Años después, trabajó en “las coordinaciones territoriales de seguridad, procuración, administración, seguridad pública, impartición de justicia y participó en grupos de trabajo de política pública, siempre abordando el tema de la participación ciudadana”.

Lo más difícil de esos años, señaló, fue la permanente tensión de la ciudad con el Gobierno federal. López Obrador gobernaba la ciudad, mientras Vicente Fox, al país.

La tensión era muy fuerte por el asunto del horario de verano, luego de la seguridad. Teníamos regímenes nuevos de una alternancia con Fox y el PAN; y en la ciudad, apenas era la segunda vez que se elegía jefe de Gobierno”.

En 2003 lo invitaron a formar parte de la Asamblea Legislativa del DF. A Mucio le llamaba la atención la ALDF por la posibilidad de hacer cuestiones legislativas, y así permaneció durante tres legislaturas.

No soy abogado, pero ver la ciudad de cerca, y tener la posibilidad de generar leyes fue conocer la ciudad desde la base normativa y todo lo que tiene que ver con el proceso legislativo, fue un tema interesante” recordó.

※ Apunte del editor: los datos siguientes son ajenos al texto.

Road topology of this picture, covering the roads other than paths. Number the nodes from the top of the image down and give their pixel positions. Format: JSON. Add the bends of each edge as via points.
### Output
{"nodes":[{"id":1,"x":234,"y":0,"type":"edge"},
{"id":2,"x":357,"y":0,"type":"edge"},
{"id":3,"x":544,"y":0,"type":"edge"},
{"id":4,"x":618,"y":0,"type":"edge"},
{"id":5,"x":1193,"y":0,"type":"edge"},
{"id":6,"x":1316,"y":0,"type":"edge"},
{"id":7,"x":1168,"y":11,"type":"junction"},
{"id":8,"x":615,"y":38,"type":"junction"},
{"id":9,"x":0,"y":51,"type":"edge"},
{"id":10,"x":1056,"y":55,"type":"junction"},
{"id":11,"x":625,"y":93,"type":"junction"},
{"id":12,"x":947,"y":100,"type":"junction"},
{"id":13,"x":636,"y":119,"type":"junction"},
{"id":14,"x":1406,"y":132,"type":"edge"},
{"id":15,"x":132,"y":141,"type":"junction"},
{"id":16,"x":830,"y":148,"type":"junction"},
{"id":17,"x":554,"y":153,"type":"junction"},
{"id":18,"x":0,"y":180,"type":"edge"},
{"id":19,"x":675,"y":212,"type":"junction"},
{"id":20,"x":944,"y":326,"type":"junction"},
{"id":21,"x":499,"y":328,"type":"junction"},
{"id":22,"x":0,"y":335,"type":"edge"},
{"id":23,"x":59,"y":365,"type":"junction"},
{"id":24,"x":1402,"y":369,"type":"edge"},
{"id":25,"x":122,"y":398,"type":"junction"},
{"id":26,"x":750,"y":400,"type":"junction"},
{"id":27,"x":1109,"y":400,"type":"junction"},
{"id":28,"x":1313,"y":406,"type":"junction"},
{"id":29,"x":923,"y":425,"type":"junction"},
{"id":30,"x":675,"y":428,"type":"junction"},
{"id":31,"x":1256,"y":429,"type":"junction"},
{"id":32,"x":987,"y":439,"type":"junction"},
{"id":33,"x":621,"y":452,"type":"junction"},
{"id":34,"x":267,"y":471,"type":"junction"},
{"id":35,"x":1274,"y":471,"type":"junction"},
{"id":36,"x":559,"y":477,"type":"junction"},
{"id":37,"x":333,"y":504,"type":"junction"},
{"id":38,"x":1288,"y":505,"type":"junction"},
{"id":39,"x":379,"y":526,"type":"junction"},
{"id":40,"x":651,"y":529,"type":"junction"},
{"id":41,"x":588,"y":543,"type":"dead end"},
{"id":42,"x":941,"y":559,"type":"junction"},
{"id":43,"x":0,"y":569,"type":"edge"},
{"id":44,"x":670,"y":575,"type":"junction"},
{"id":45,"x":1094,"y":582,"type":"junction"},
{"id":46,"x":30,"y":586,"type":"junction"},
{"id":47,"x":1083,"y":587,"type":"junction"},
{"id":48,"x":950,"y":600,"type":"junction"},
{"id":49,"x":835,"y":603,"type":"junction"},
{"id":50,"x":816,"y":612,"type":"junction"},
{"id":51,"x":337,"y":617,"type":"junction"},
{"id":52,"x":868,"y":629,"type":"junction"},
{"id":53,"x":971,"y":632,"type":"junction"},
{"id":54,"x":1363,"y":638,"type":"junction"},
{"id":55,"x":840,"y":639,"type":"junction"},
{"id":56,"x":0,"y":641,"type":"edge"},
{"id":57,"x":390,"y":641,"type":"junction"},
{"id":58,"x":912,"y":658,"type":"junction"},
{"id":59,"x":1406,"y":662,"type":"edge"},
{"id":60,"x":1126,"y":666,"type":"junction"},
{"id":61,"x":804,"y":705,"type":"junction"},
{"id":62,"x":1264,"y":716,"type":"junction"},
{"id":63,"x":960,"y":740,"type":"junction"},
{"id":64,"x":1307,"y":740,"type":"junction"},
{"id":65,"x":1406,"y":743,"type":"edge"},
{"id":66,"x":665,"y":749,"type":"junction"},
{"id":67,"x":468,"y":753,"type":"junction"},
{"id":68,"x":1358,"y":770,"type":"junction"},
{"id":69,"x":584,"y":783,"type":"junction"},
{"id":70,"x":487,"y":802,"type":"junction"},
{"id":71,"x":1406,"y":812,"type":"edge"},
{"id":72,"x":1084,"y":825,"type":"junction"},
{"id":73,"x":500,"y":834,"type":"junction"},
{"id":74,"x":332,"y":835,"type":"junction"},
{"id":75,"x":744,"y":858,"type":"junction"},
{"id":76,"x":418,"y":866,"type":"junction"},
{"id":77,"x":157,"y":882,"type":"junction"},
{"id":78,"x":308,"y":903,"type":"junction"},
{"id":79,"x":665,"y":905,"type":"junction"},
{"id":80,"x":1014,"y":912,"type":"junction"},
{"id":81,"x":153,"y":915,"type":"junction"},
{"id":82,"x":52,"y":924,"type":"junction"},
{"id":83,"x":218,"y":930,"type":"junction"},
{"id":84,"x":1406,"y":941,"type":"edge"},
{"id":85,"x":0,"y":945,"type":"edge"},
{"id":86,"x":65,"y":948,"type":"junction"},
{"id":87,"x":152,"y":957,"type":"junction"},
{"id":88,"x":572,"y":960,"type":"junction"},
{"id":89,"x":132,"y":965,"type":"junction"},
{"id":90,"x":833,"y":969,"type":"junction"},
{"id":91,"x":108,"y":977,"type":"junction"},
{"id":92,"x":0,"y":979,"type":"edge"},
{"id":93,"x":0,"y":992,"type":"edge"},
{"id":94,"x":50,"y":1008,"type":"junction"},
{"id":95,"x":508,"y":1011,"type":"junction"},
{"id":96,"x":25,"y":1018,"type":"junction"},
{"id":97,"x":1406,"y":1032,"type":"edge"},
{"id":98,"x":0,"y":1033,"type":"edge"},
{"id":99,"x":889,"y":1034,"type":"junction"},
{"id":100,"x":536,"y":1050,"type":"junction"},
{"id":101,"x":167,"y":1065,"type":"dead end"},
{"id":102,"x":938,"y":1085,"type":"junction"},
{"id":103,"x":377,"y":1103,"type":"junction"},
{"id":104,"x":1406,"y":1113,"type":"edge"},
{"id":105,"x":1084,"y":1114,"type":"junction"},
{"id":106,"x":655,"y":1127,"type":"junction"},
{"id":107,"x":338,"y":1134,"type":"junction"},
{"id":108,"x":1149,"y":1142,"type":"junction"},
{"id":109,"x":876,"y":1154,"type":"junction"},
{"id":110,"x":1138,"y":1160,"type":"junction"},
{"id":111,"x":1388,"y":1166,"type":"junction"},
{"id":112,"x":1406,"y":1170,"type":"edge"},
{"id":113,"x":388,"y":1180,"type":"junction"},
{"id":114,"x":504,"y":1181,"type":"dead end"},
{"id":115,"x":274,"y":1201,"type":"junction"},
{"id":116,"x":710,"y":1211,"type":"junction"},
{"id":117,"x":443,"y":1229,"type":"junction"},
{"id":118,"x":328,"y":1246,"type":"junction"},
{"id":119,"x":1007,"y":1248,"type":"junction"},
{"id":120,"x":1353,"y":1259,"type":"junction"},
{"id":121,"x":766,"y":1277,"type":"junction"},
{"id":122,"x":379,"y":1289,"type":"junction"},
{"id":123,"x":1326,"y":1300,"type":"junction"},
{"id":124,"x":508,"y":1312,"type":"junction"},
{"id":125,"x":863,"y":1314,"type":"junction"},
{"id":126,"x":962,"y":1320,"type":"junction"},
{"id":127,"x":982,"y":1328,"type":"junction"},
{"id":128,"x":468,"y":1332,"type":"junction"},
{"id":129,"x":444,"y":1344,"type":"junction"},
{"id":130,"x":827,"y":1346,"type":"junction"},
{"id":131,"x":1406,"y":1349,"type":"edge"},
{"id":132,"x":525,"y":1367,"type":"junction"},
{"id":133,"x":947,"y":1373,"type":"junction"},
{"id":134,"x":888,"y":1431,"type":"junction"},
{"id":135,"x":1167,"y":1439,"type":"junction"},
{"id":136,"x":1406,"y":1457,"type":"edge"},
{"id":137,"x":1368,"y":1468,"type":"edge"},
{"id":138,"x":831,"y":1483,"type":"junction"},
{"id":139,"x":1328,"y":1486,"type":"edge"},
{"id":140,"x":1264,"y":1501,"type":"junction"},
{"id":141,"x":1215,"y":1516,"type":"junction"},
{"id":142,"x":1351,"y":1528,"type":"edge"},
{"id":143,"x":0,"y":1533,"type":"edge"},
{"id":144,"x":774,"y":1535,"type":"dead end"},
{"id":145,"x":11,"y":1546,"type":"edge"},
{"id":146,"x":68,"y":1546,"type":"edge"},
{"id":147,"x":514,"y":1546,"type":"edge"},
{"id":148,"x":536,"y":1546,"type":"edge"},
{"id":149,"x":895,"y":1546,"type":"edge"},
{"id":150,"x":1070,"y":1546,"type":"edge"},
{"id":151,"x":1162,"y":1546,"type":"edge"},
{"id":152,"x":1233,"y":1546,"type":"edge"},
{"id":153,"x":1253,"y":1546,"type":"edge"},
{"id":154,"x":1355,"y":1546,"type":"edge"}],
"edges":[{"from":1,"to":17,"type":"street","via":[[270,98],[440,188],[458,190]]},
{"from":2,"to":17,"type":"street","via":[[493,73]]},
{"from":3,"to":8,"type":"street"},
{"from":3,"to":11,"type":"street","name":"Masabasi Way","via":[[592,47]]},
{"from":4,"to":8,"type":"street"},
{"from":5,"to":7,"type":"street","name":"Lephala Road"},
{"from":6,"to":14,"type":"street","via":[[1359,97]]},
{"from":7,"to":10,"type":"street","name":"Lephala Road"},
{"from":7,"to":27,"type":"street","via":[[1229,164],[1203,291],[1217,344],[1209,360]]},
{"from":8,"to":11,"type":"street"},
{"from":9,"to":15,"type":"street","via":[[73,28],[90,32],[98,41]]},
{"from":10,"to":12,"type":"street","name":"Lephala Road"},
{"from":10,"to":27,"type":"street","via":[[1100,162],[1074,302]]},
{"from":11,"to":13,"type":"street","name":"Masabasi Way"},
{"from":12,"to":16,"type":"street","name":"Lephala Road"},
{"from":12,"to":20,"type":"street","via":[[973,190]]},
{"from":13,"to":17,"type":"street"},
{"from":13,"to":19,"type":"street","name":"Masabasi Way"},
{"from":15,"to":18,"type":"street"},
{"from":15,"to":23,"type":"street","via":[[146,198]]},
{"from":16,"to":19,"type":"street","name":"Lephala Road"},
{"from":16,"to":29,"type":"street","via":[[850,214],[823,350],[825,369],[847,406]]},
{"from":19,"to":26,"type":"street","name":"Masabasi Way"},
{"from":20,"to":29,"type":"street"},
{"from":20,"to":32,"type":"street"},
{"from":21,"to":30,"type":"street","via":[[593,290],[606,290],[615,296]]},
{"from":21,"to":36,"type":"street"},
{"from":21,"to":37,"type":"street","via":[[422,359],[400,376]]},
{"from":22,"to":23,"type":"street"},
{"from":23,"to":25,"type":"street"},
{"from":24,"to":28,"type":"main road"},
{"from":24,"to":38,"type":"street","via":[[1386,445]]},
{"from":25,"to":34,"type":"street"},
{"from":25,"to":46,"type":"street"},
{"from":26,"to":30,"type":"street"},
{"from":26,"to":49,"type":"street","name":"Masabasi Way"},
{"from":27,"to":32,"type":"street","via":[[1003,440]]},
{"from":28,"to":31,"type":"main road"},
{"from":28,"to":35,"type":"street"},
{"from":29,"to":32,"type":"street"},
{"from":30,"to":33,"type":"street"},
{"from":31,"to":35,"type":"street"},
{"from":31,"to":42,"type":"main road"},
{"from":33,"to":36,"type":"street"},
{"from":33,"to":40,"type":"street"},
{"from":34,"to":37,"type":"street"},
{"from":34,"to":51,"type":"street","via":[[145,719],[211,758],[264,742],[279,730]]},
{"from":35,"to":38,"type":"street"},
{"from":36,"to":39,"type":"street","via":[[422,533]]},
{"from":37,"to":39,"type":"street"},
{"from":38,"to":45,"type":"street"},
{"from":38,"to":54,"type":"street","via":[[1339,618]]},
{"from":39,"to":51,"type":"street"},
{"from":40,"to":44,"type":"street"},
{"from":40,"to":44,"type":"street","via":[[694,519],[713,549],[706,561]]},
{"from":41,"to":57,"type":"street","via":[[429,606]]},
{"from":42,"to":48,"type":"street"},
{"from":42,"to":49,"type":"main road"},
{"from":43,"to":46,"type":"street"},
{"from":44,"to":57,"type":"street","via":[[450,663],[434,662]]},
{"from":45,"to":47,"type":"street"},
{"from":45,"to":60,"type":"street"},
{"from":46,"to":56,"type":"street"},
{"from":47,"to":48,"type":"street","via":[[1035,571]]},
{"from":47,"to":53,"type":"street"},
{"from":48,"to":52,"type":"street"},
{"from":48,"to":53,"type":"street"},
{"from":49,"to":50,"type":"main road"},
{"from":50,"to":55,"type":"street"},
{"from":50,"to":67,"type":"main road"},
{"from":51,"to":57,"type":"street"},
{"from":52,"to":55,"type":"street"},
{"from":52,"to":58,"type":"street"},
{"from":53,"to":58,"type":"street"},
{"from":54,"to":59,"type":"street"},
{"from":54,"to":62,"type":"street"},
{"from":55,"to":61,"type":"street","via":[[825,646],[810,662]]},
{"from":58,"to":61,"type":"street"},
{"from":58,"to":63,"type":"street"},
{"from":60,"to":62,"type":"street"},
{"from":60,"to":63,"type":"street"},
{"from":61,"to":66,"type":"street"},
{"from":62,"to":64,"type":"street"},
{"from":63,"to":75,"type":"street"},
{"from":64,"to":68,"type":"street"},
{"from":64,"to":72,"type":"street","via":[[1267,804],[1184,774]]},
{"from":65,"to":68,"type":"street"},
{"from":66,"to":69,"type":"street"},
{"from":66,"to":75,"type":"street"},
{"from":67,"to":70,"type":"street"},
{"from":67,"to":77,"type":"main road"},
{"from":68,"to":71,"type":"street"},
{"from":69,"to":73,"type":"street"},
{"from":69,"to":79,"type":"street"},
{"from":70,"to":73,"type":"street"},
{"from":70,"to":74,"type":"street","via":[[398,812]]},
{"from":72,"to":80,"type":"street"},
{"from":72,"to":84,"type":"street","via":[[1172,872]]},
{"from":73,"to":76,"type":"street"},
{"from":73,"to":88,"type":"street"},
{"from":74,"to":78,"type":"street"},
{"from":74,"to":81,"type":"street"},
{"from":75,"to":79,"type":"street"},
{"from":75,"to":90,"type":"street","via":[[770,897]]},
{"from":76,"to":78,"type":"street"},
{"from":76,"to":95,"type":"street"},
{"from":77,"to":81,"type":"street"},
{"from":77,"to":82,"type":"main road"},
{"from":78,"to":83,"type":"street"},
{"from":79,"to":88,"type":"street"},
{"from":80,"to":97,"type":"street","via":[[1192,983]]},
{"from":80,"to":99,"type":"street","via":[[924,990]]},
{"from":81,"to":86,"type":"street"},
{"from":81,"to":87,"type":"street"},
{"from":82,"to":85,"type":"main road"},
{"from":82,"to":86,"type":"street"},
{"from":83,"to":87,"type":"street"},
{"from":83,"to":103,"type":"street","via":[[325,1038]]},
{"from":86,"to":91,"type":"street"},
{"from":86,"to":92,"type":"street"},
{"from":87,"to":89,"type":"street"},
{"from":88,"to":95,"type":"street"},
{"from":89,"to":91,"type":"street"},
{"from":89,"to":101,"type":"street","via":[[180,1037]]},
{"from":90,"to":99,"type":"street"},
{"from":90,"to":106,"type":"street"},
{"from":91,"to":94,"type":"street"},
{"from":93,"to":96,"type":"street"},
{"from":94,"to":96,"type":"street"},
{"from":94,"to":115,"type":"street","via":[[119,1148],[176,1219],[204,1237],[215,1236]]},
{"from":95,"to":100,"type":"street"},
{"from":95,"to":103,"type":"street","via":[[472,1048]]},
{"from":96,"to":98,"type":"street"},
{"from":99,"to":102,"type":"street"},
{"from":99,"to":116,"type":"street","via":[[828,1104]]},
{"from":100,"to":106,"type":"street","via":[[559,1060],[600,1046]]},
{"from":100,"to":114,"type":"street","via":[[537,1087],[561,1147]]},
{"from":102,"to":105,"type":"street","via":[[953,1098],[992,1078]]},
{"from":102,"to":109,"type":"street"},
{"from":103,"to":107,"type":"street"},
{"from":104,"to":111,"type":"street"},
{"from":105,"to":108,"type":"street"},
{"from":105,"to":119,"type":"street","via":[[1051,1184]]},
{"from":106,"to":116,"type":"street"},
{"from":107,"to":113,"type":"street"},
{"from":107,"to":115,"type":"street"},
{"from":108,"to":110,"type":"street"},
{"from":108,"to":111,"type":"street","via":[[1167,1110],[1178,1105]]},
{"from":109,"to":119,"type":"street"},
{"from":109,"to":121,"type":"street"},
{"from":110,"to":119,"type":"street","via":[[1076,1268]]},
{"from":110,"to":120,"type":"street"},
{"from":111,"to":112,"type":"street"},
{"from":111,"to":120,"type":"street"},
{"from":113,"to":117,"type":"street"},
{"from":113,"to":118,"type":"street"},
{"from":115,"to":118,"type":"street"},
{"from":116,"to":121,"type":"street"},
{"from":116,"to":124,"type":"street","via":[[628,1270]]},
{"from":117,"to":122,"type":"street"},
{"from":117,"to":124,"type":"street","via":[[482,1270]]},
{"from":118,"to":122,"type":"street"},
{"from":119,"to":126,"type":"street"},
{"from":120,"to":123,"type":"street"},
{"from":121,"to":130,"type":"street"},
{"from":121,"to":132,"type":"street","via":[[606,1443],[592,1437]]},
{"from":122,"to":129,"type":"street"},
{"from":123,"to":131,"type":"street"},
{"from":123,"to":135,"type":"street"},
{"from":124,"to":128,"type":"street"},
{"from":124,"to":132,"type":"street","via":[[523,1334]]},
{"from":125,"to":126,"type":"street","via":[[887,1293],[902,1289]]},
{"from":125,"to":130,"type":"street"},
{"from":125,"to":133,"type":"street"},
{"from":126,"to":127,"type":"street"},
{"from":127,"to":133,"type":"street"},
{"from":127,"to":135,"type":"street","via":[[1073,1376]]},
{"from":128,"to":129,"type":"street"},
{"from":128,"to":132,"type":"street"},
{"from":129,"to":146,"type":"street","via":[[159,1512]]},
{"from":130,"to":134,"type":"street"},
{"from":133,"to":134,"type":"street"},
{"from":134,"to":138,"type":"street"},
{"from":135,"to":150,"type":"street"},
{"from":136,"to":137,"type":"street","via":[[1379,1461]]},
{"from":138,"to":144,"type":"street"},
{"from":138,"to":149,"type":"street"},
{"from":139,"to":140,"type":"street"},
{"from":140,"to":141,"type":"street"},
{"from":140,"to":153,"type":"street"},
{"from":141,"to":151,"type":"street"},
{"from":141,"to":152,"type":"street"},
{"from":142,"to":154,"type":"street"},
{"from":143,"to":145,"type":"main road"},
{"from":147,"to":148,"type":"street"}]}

También fungió como secretario técnico de varias comisiones, en las Legislaturas IV y V, y participó en la Secretaría Técnica de la Secretaría de la Comisión de Gobierno con los diputados Aleida Alavez y Agustín Guerrero; ahí estuvo a cargo de la redacción de las primeras leyes de participación ciudadana, y datos personales, además de dar un marco legal a las Estancias Infantiles que dependen de las delegaciones.

La ley de los Centros de Atención Integrales Infantiles, son realidades de la ciudad, y visibilizarlas fue emotivo, porque el trabajo que hacen las madres y mujeres educadoras en estos centros de las colonias populares, no tenía una visibilización”, destacó.

Recordó que “una de las apuestas de la ciudad, en términos normativos, fue tener marcos de participación ciudadana porque es un sello distintivo, es la posibilidad de que todos ejerzamos el derecho a participar”.

Destacó que en la capital hacen falta instrumentos y dispositivos para que quienes la habitan conozcan el recorrido para hacer una ley, desde que es iniciativa en tribuna, cuando se manda a comisión, y se discute.

El 15 de diciembre del 2014 con 44 votos a favor, 0 en contra y 0 abstenciones se eligió a Mucio Hernández para liderar un órgano autónomo.

Para él, el gran reto del InfoDF ha consistido en traducirle a la gente el lenguaje de la transparencia, hacerlo sencillo, comprensible y accesible.

Señaló que “el asunto del acceso a la información pública es muy técnico. Hace falta traducir nuestras resoluciones, y por qué se toman las decisiones en el pleno”.

En el InfoDF se resuelven los recursos de revisión de los ciudadanos cuando no están conformes con la respuesta del gobierno ante una petición de información y protección de datos personales.

Mucio tiene una especialidad en Literatura Mexicana del Siglo XX y en Gestión de la Ciudad y Urbanismo.